→ **Exercise inputs**

________

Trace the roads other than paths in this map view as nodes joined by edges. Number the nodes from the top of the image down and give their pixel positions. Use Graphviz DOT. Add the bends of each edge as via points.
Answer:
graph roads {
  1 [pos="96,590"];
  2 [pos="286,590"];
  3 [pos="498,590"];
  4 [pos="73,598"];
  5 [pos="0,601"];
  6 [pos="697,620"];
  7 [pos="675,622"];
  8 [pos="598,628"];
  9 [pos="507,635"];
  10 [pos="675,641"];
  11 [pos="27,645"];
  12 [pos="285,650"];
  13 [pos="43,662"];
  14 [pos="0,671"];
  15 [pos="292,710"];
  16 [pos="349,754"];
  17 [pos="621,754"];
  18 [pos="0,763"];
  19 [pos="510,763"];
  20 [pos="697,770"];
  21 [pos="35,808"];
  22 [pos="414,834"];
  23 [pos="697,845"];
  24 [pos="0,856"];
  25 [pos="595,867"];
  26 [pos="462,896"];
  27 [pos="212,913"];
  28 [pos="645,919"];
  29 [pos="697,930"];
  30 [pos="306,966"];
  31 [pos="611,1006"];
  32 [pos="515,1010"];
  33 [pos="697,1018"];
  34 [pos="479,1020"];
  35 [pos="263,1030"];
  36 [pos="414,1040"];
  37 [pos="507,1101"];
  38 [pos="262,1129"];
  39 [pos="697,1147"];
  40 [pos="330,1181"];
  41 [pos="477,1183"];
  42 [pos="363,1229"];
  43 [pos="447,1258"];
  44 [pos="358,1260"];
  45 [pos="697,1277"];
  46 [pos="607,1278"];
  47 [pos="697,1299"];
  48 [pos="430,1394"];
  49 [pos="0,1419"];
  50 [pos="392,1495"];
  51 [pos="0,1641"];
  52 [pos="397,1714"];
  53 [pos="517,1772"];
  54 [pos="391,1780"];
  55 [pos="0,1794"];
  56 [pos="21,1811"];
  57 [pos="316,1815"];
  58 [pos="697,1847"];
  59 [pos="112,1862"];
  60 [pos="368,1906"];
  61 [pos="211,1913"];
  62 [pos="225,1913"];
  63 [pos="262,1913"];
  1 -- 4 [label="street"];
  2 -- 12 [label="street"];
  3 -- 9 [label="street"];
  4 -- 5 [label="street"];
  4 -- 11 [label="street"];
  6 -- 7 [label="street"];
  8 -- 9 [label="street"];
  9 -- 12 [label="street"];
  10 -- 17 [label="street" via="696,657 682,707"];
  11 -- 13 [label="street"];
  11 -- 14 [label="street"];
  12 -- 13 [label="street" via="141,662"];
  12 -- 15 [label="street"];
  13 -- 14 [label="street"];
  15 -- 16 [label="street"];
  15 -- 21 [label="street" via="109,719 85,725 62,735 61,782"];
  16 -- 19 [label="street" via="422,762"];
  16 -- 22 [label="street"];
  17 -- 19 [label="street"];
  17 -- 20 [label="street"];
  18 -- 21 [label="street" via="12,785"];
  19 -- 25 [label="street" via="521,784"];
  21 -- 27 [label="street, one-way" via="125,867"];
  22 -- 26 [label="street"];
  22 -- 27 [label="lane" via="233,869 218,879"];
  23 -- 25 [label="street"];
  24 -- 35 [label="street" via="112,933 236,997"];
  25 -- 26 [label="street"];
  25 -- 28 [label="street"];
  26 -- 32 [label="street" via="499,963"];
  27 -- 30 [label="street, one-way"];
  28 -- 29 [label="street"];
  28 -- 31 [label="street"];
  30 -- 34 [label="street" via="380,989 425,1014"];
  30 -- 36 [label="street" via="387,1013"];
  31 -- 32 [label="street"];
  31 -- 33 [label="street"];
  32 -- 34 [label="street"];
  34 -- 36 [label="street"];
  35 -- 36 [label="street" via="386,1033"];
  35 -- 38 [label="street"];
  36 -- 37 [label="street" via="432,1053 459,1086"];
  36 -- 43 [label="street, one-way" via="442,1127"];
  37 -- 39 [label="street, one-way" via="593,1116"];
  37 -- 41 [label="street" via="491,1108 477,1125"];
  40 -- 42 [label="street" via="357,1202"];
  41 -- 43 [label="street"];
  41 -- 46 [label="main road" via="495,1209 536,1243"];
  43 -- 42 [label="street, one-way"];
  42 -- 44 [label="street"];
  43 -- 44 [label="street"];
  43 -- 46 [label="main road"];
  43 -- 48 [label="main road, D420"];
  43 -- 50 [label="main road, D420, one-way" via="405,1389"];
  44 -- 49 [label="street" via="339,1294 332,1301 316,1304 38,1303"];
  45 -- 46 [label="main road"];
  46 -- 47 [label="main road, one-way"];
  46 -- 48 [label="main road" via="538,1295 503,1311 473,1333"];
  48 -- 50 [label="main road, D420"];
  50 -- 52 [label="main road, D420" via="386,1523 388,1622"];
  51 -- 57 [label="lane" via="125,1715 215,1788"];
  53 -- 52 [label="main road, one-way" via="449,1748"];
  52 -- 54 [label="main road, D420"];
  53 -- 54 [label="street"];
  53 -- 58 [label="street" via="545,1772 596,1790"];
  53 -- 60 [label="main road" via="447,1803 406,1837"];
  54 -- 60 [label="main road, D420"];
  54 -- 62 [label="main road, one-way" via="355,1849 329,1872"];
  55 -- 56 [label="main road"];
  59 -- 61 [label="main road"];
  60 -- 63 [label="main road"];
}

________

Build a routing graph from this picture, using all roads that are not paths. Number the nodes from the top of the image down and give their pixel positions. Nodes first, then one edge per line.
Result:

________

→ **Activity**
One number is the whole answer: how many lines in the records contain "their".

→ **Result of this exercise**
2